### [PROBLEM DESCRIPTION]
Omitting every picture, output the records below exactly, please.
___ RECORDS FOR THE EXERCISE ___
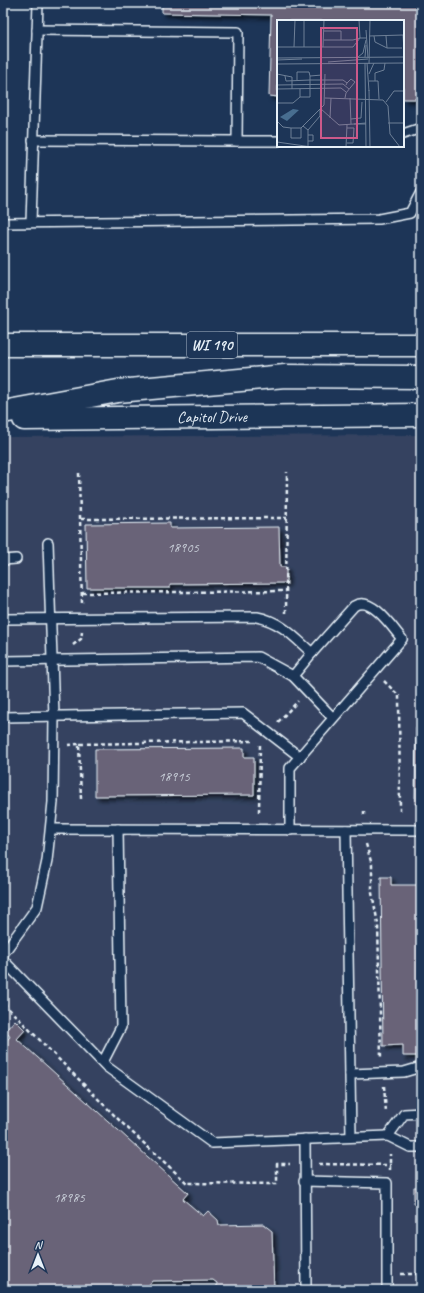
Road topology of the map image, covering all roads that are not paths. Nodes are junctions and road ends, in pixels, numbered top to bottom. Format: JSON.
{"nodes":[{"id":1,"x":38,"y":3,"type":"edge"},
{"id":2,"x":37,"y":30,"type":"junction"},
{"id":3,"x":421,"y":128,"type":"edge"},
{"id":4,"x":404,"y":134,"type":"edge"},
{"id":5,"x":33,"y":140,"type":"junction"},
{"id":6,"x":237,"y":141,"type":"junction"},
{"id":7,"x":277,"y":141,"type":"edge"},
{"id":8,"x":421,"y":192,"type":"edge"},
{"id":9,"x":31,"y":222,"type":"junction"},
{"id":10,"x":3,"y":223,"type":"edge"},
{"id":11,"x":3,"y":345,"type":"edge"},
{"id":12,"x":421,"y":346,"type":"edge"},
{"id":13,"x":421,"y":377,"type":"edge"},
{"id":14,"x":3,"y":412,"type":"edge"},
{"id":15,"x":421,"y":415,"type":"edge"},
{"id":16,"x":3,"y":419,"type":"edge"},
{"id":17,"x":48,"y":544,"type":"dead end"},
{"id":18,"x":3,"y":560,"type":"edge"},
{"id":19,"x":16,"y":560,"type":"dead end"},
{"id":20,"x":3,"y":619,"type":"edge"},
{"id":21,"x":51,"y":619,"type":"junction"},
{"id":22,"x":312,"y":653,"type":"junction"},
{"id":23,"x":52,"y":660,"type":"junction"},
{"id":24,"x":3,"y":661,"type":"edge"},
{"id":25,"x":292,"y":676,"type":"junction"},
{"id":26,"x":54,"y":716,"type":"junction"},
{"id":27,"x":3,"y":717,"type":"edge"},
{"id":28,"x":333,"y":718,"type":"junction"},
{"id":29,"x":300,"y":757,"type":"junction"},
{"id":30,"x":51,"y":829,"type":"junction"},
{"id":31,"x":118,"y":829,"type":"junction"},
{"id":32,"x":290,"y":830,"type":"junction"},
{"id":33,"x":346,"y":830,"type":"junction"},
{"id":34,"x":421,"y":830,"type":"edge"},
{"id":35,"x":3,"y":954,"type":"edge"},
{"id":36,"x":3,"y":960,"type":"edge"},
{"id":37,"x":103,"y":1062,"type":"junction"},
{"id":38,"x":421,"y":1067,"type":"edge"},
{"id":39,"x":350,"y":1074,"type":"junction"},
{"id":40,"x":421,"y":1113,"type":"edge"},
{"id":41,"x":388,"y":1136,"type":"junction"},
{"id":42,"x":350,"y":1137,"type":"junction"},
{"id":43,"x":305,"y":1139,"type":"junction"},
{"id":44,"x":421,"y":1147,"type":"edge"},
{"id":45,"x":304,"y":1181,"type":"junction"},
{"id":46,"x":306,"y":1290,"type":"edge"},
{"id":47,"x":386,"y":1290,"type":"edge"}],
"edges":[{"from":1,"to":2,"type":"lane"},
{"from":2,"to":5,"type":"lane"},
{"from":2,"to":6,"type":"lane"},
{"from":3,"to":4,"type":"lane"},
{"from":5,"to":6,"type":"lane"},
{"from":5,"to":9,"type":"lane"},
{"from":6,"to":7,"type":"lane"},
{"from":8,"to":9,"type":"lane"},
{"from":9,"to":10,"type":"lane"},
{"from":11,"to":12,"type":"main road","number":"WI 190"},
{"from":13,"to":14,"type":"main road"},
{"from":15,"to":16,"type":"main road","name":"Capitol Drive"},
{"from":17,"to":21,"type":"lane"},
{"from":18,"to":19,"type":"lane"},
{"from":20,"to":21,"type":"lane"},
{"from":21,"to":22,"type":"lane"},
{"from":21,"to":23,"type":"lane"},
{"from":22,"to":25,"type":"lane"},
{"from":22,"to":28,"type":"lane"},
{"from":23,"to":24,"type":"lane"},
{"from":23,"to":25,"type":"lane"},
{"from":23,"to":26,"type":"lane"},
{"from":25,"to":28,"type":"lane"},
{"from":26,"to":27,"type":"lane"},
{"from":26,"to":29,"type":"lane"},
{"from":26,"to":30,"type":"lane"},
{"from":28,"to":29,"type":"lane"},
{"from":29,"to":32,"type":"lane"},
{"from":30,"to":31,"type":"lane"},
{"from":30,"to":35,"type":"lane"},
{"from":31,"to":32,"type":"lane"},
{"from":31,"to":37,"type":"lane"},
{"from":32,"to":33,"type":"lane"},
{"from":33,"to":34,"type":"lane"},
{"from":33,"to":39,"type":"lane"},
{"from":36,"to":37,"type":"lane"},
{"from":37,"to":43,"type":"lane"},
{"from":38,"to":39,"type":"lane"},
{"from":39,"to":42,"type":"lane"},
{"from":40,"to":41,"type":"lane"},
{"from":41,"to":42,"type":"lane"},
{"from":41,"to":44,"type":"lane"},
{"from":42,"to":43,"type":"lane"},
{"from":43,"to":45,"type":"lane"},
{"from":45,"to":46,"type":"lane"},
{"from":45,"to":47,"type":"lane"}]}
___
### [REPLY]
Road topology of the map image, covering all roads that are not paths. Nodes are junctions and road ends, in pixels, numbered top to bottom. Format: JSON.
{"nodes":[{"id":1,"x":38,"y":3,"type":"edge"},
{"id":2,"x":37,"y":30,"type":"junction"},
{"id":3,"x":421,"y":128,"type":"edge"},
{"id":4,"x":404,"y":134,"type":"edge"},
{"id":5,"x":33,"y":140,"type":"junction"},
{"id":6,"x":237,"y":141,"type":"junction"},
{"id":7,"x":277,"y":141,"type":"edge"},
{"id":8,"x":421,"y":192,"type":"edge"},
{"id":9,"x":31,"y":222,"type":"junction"},
{"id":10,"x":3,"y":223,"type":"edge"},
{"id":11,"x":3,"y":345,"type":"edge"},
{"id":12,"x":421,"y":346,"type":"edge"},
{"id":13,"x":421,"y":377,"type":"edge"},
{"id":14,"x":3,"y":412,"type":"edge"},
{"id":15,"x":421,"y":415,"type":"edge"},
{"id":16,"x":3,"y":419,"type":"edge"},
{"id":17,"x":48,"y":544,"type":"dead end"},
{"id":18,"x":3,"y":560,"type":"edge"},
{"id":19,"x":16,"y":560,"type":"dead end"},
{"id":20,"x":3,"y":619,"type":"edge"},
{"id":21,"x":51,"y":619,"type":"junction"},
{"id":22,"x":312,"y":653,"type":"junction"},
{"id":23,"x":52,"y":660,"type":"junction"},
{"id":24,"x":3,"y":661,"type":"edge"},
{"id":25,"x":292,"y":676,"type":"junction"},
{"id":26,"x":54,"y":716,"type":"junction"},
{"id":27,"x":3,"y":717,"type":"edge"},
{"id":28,"x":333,"y":718,"type":"junction"},
{"id":29,"x":300,"y":757,"type":"junction"},
{"id":30,"x":51,"y":829,"type":"junction"},
{"id":31,"x":118,"y":829,"type":"junction"},
{"id":32,"x":290,"y":830,"type":"junction"},
{"id":33,"x":346,"y":830,"type":"junction"},
{"id":34,"x":421,"y":830,"type":"edge"},
{"id":35,"x":3,"y":954,"type":"edge"},
{"id":36,"x":3,"y":960,"type":"edge"},
{"id":37,"x":103,"y":1062,"type":"junction"},
{"id":38,"x":421,"y":1067,"type":"edge"},
{"id":39,"x":350,"y":1074,"type":"junction"},
{"id":40,"x":421,"y":1113,"type":"edge"},
{"id":41,"x":388,"y":1136,"type":"junction"},
{"id":42,"x":350,"y":1137,"type":"junction"},
{"id":43,"x":305,"y":1139,"type":"junction"},
{"id":44,"x":421,"y":1147,"type":"edge"},
{"id":45,"x":304,"y":1181,"type":"junction"},
{"id":46,"x":306,"y":1290,"type":"edge"},
{"id":47,"x":386,"y":1290,"type":"edge"}],
"edges":[{"from":1,"to":2,"type":"lane"},
{"from":2,"to":5,"type":"lane"},
{"from":2,"to":6,"type":"lane"},
{"from":3,"to":4,"type":"lane"},
{"from":5,"to":6,"type":"lane"},
{"from":5,"to":9,"type":"lane"},
{"from":6,"to":7,"type":"lane"},
{"from":8,"to":9,"type":"lane"},
{"from":9,"to":10,"type":"lane"},
{"from":11,"to":12,"type":"main road","number":"WI 190"},
{"from":13,"to":14,"type":"main road"},
{"from":15,"to":16,"type":"main road","name":"Capitol Drive"},
{"from":17,"to":21,"type":"lane"},
{"from":18,"to":19,"type":"lane"},
{"from":20,"to":21,"type":"lane"},
{"from":21,"to":22,"type":"lane"},
{"from":21,"to":23,"type":"lane"},
{"from":22,"to":25,"type":"lane"},
{"from":22,"to":28,"type":"lane"},
{"from":23,"to":24,"type":"lane"},
{"from":23,"to":25,"type":"lane"},
{"from":23,"to":26,"type":"lane"},
{"from":25,"to":28,"type":"lane"},
{"from":26,"to":27,"type":"lane"},
{"from":26,"to":29,"type":"lane"},
{"from":26,"to":30,"type":"lane"},
{"from":28,"to":29,"type":"lane"},
{"from":29,"to":32,"type":"lane"},
{"from":30,"to":31,"type":"lane"},
{"from":30,"to":35,"type":"lane"},
{"from":31,"to":32,"type":"lane"},
{"from":31,"to":37,"type":"lane"},
{"from":32,"to":33,"type":"lane"},
{"from":33,"to":34,"type":"lane"},
{"from":33,"to":39,"type":"lane"},
{"from":36,"to":37,"type":"lane"},
{"from":37,"to":43,"type":"lane"},
{"from":38,"to":39,"type":"lane"},
{"from":39,"to":42,"type":"lane"},
{"from":40,"to":41,"type":"lane"},
{"from":41,"to":42,"type":"lane"},
{"from":41,"to":44,"type":"lane"},
{"from":42,"to":43,"type":"lane"},
{"from":43,"to":45,"type":"lane"},
{"from":45,"to":46,"type":"lane"},
{"from":45,"to":47,"type":"lane"}]}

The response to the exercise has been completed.